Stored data
######

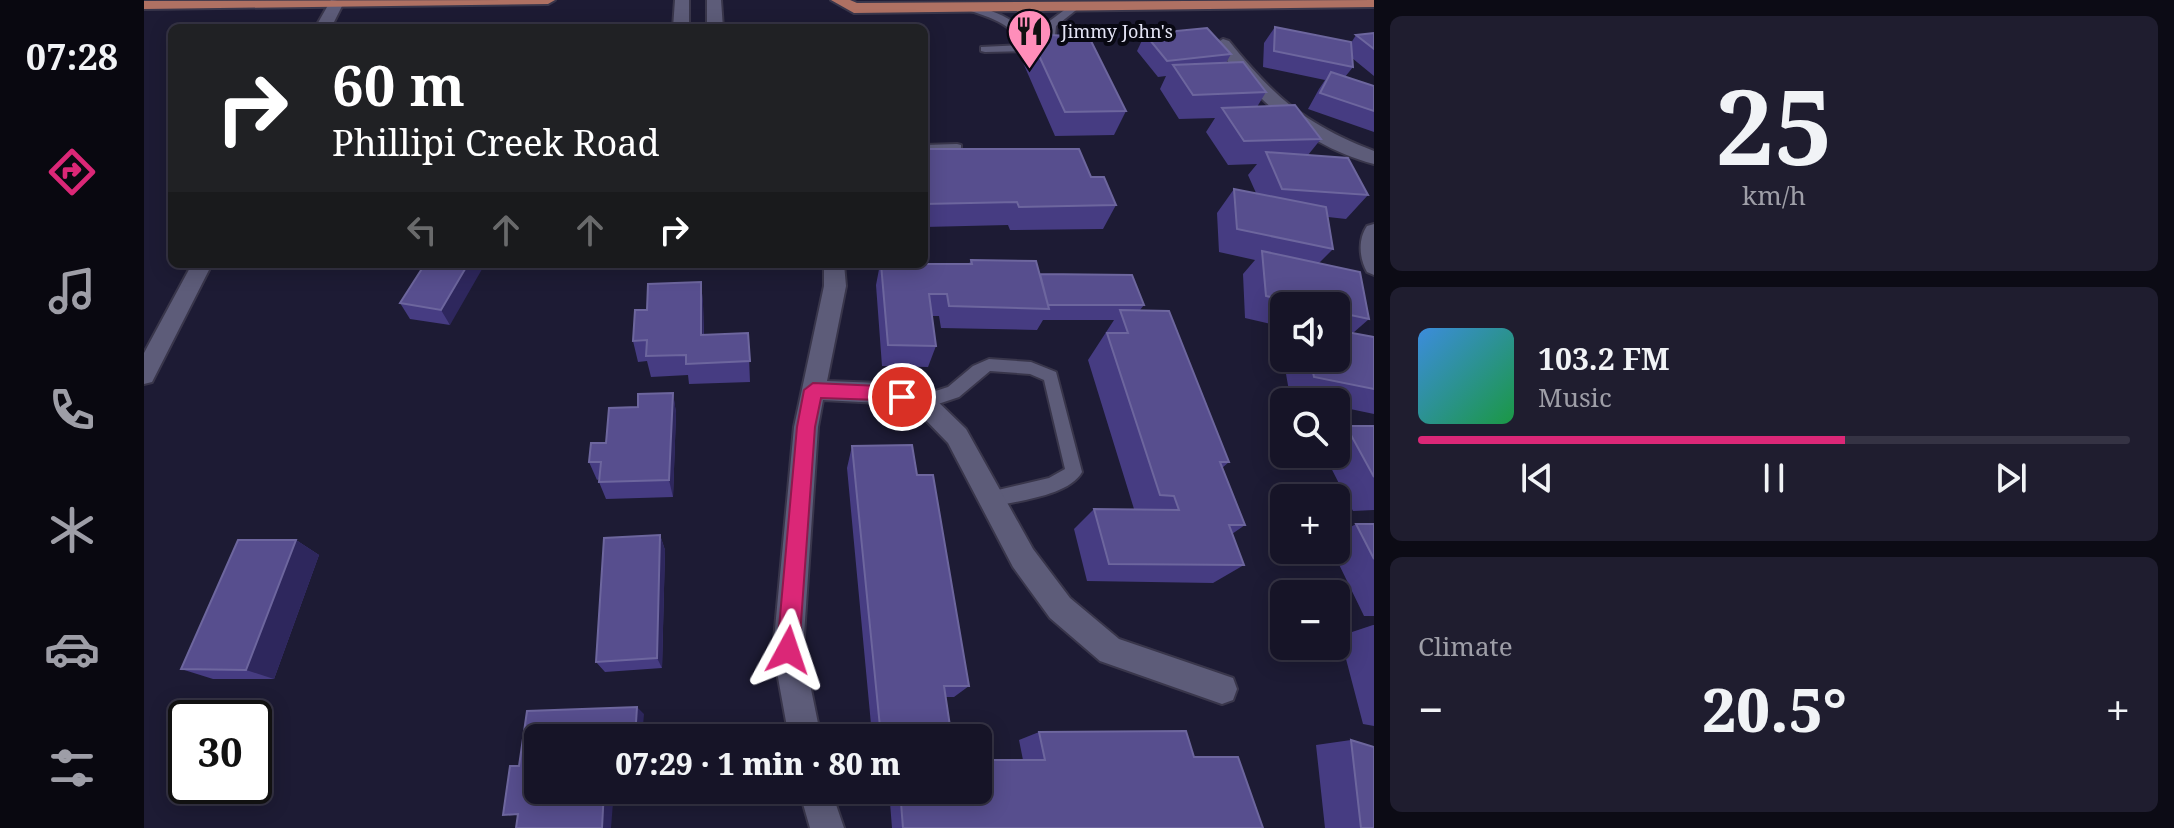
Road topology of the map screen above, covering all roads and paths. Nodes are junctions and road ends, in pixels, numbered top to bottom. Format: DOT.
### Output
graph roads {
  1 [pos="548,0"];
  2 [pos="682,0"];
  3 [pos="714,0"];
  4 [pos="838,0"];
  5 [pos="314,1"];
  6 [pos="220,2"];
  7 [pos="337,2"];
  8 [pos="1374,3"];
  9 [pos="144,5"];
  10 [pos="1075,7"];
  11 [pos="972,8"];
  12 [pos="325,24"];
  13 [pos="681,24"];
  14 [pos="715,24"];
  15 [pos="1223,44"];
  16 [pos="1030,48"];
  17 [pos="985,49"];
  18 [pos="957,148"];
  19 [pos="928,149"];
  20 [pos="1374,158"];
  21 [pos="1374,231"];
  22 [pos="1374,267"];
  23 [pos="200,268"];
  24 [pos="834,268"];
  25 [pos="144,375"];
  26 [pos="813,390"];
  27 [pos="923,402"];
  28 [pos="991,499"];
  29 [pos="1222,689"];
  30 [pos="802,724"];
  31 [pos="819,804"];
  32 [pos="827,828"];
  1 -- 7 [label="main road"];
  2 -- 13 [label="street"];
  3 -- 14 [label="street"];
  4 -- 11 [label="main road"];
  5 -- 6 [label="main road"];
  5 -- 7 [label="main road"];
  6 -- 9 [label="main road"];
  7 -- 12 [label="street"];
  8 -- 10 [label="main road"];
  10 -- 11 [label="main road"];
  10 -- 16 [label="lane"];
  11 -- 16 [label="lane"];
  15 -- 20 [label="street"];
  16 -- 17 [label="lane"];
  18 -- 19 [label="lane"];
  21 -- 22 [label="street"];
  23 -- 25 [label="street"];
  24 -- 26 [label="street"];
  26 -- 27 [label="street"];
  26 -- 30 [label="street"];
  27 -- 28 [label="street"];
  27 -- 28 [label="lane"];
  28 -- 29 [label="street"];
  31 -- 32 [label="street"];
}
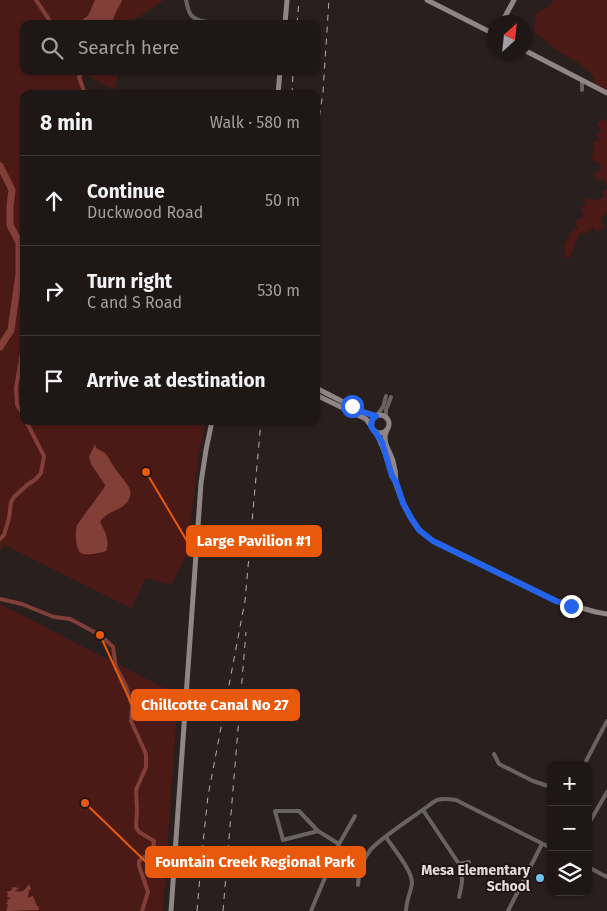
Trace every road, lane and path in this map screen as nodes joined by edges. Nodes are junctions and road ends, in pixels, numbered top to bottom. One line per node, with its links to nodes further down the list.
1 (186, 0): 6 (street)
2 (286, 0): 7 (main road)
3 (427, 0): 8 (main road)
4 (514, 0): 5 (main road)
5 (506, 15)
6 (198, 20)
7 (285, 20)
8 (487, 30)
9 (532, 54): 11 (main road)
10 (280, 75): 12 (main road)
11 (582, 81): 13 (street); 14 (main road)
12 (278, 90)
13 (582, 90)
14 (607, 93)
15 (320, 390): 17 (main road)
16 (320, 397): 20 (main road)
17 (377, 416): 18 (main road); 18 (street); 20 (main road)
18 (386, 418): 21 (main road)
19 (211, 425): 44 (main road)
20 (371, 426): 22 (main road)
21 (387, 430): 22 (main road); 23 (main road)
22 (376, 433): 23 (main road)
23 (396, 482): 24 (main road)
24 (607, 614)
25 (607, 721): 27 (street)
26 (494, 754): 28 (street)
27 (586, 761)
28 (547, 786)
29 (607, 792): 32 (street)
30 (423, 810): 34 (street); 36 (street); 39 (street)
31 (355, 816): 35 (street)
32 (592, 818)
33 (318, 831): 33 (street); 35 (street)
34 (386, 837): 42 (street); 46 (street)
35 (340, 844): 45 (street)
36 (542, 844): 37 (street); 47 (street)
37 (547, 846)
38 (469, 862): 39 (street)
39 (459, 864): 43 (street)
40 (592, 870): 41 (street)
41 (607, 877)
42 (358, 885)
43 (459, 897)
44 (171, 911)
45 (310, 911)
46 (406, 911)
47 (508, 911)

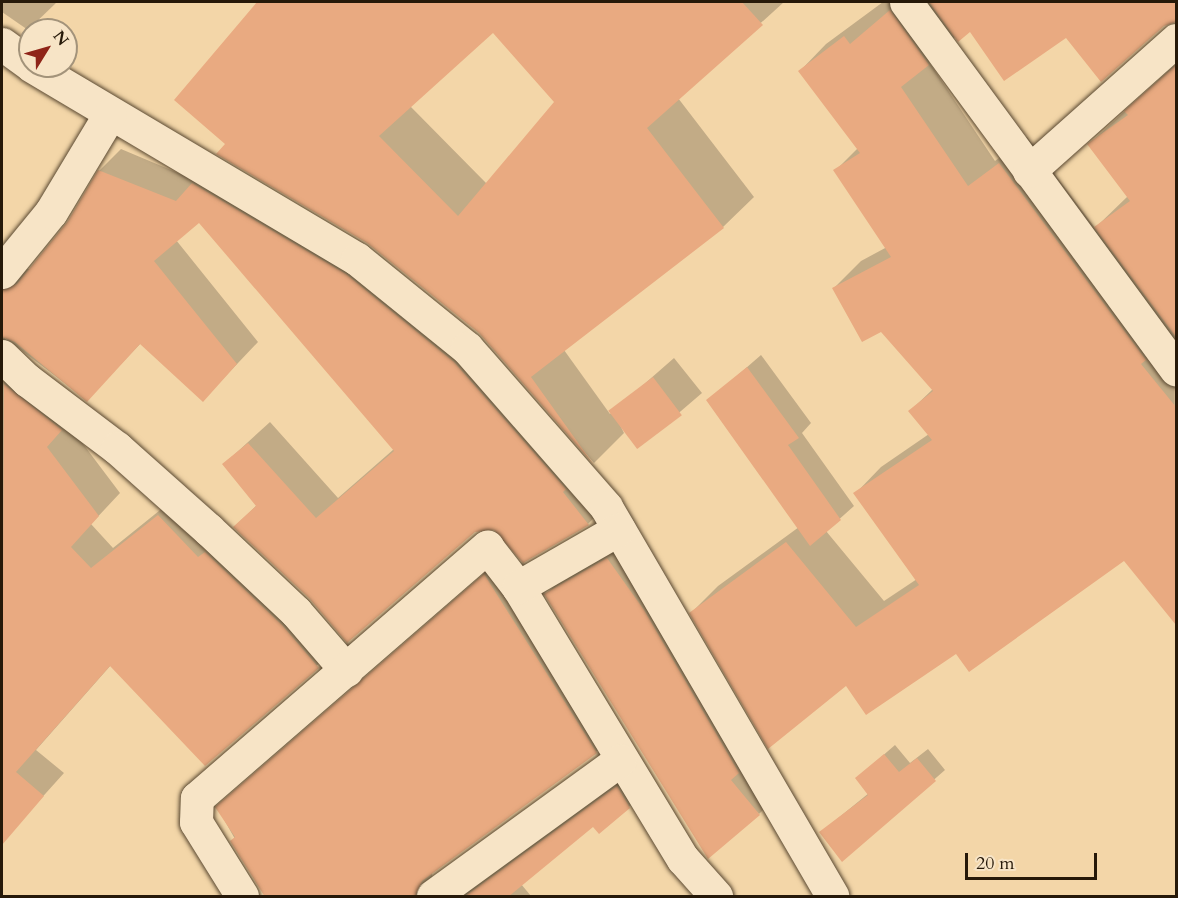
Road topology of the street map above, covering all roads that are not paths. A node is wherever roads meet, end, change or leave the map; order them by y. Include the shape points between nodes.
1 (906, 2) edge
2 (1176, 40) edge
3 (2, 44) edge
4 (18, 56) edge
5 (52, 78) edge
6 (110, 114) junction
7 (1029, 171) junction
8 (2, 272) edge
9 (2, 356) edge
10 (1176, 369) edge
11 (619, 529) junction
12 (518, 587) junction
13 (346, 670) junction
14 (620, 760) junction
15 (242, 897) edge
16 (433, 897) edge
17 (716, 897) edge
18 (832, 897) edge

1 - 7 street
2 - 7 street
3 - 4 street
5 - 6 street
6 - 8 street via 51,212
6 - 11 street via 357,259 467,348 606,507
7 - 10 street
9 - 13 street via 117,448 208,529 296,612
11 - 12 street
11 - 18 street
12 - 13 street via 487,547
12 - 14 street
13 - 15 street via 196,798 196,822
14 - 16 street
14 - 17 street via 683,859

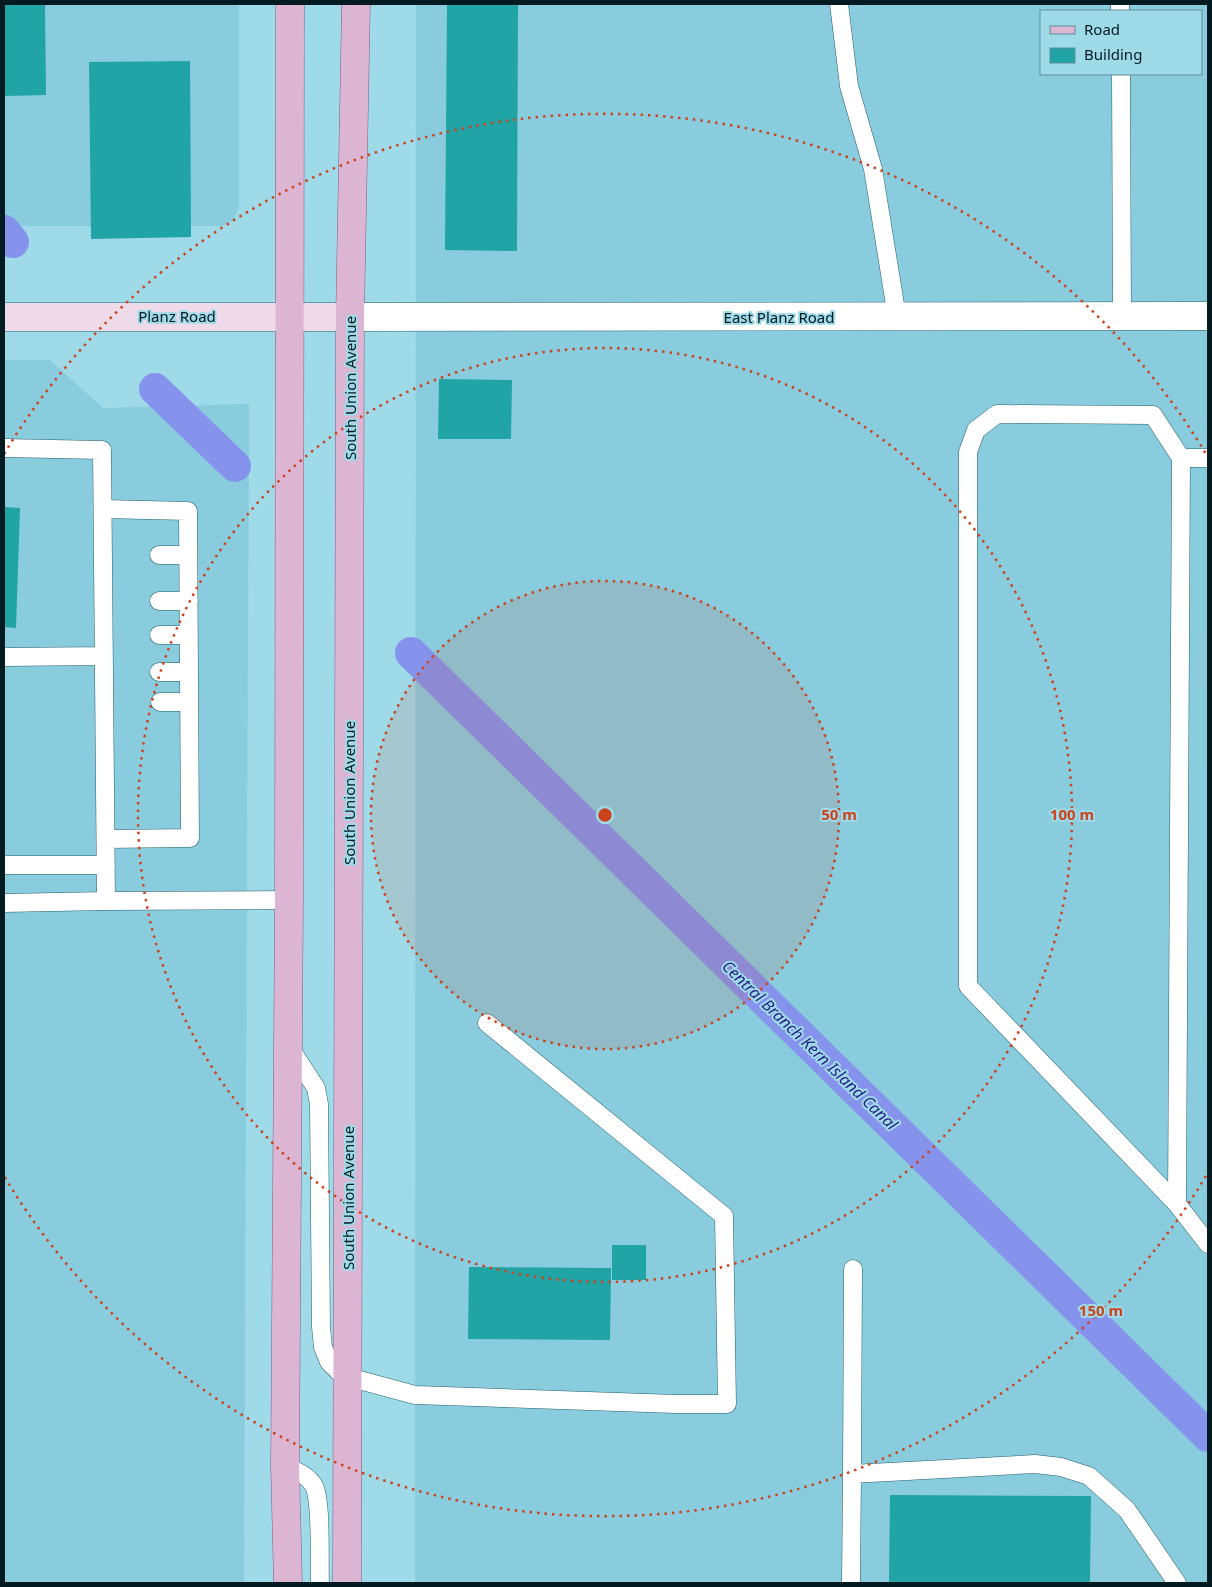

######

# Prompt
Exact reproduction of the entries above is what's needed; images stay out.

# The completed task
Road topology of the map screen above, covering all roads and paths. Nodes are junctions and road ends, in pixels, numbered top to bottom. Format: DOT.
### Output
graph roads {
  1 [pos="548,0"];
  2 [pos="682,0"];
  3 [pos="714,0"];
  4 [pos="838,0"];
  5 [pos="314,1"];
  6 [pos="220,2"];
  7 [pos="337,2"];
  8 [pos="1374,3"];
  9 [pos="144,5"];
  10 [pos="1075,7"];
  11 [pos="972,8"];
  12 [pos="325,24"];
  13 [pos="681,24"];
  14 [pos="715,24"];
  15 [pos="1223,44"];
  16 [pos="1030,48"];
  17 [pos="985,49"];
  18 [pos="957,148"];
  19 [pos="928,149"];
  20 [pos="1374,158"];
  21 [pos="1374,231"];
  22 [pos="1374,267"];
  23 [pos="200,268"];
  24 [pos="834,268"];
  25 [pos="144,375"];
  26 [pos="813,390"];
  27 [pos="923,402"];
  28 [pos="991,499"];
  29 [pos="1222,689"];
  30 [pos="802,724"];
  31 [pos="819,804"];
  32 [pos="827,828"];
  1 -- 7 [label="main road"];
  2 -- 13 [label="street"];
  3 -- 14 [label="street"];
  4 -- 11 [label="main road"];
  5 -- 6 [label="main road"];
  5 -- 7 [label="main road"];
  6 -- 9 [label="main road"];
  7 -- 12 [label="street"];
  8 -- 10 [label="main road"];
  10 -- 11 [label="main road"];
  10 -- 16 [label="lane"];
  11 -- 16 [label="lane"];
  15 -- 20 [label="street"];
  16 -- 17 [label="lane"];
  18 -- 19 [label="lane"];
  21 -- 22 [label="street"];
  23 -- 25 [label="street"];
  24 -- 26 [label="street"];
  26 -- 27 [label="street"];
  26 -- 30 [label="street"];
  27 -- 28 [label="street"];
  27 -- 28 [label="lane"];
  28 -- 29 [label="street"];
  31 -- 32 [label="street"];
}
Trace every road, lane and path in this map screen as nodes joined by edges. Nodes are junctions and road ends, in pixels, numbered top to bottom. One line per node, with its links to nodes further down the list.
1 (186, 0): 6 (street)
2 (286, 0): 7 (main road)
3 (427, 0): 8 (main road)
4 (514, 0): 5 (main road)
5 (506, 15)
6 (198, 20)
7 (285, 20)
8 (487, 30)
9 (532, 54): 11 (main road)
10 (280, 75): 12 (main road)
11 (582, 81): 13 (street); 14 (main road)
12 (278, 90)
13 (582, 90)
14 (607, 93)
15 (320, 390): 17 (main road)
16 (320, 397): 20 (main road)
17 (377, 416): 18 (main road); 18 (street); 20 (main road)
18 (386, 418): 21 (main road)
19 (211, 425): 44 (main road)
20 (371, 426): 22 (main road)
21 (387, 430): 22 (main road); 23 (main road)
22 (376, 433): 23 (main road)
23 (396, 482): 24 (main road)
24 (607, 614)
25 (607, 721): 27 (street)
26 (494, 754): 28 (street)
27 (586, 761)
28 (547, 786)
29 (607, 792): 32 (street)
30 (423, 810): 34 (street); 36 (street); 39 (street)
31 (355, 816): 35 (street)
32 (592, 818)
33 (318, 831): 33 (street); 35 (street)
34 (386, 837): 42 (street); 46 (street)
35 (340, 844): 45 (street)
36 (542, 844): 37 (street); 47 (street)
37 (547, 846)
38 (469, 862): 39 (street)
39 (459, 864): 43 (street)
40 (592, 870): 41 (street)
41 (607, 877)
42 (358, 885)
43 (459, 897)
44 (171, 911)
45 (310, 911)
46 (406, 911)
47 (508, 911)

Road topology of the street map above, covering all roads that are not paths. A node is wherever roads meet, end, change or leave the map; order them by y. Include the shape points between nodes.
1 (906, 2) edge
2 (1176, 40) edge
3 (2, 44) edge
4 (18, 56) edge
5 (52, 78) edge
6 (110, 114) junction
7 (1029, 171) junction
8 (2, 272) edge
9 (2, 356) edge
10 (1176, 369) edge
11 (619, 529) junction
12 (518, 587) junction
13 (346, 670) junction
14 (620, 760) junction
15 (242, 897) edge
16 (433, 897) edge
17 (716, 897) edge
18 (832, 897) edge

1 - 7 street
2 - 7 street
3 - 4 street
5 - 6 street
6 - 8 street via 51,212
6 - 11 street via 357,259 467,348 606,507
7 - 10 street
9 - 13 street via 117,448 208,529 296,612
11 - 12 street
11 - 18 street
12 - 13 street via 487,547
12 - 14 street
13 - 15 street via 196,798 196,822
14 - 16 street
14 - 17 street via 683,859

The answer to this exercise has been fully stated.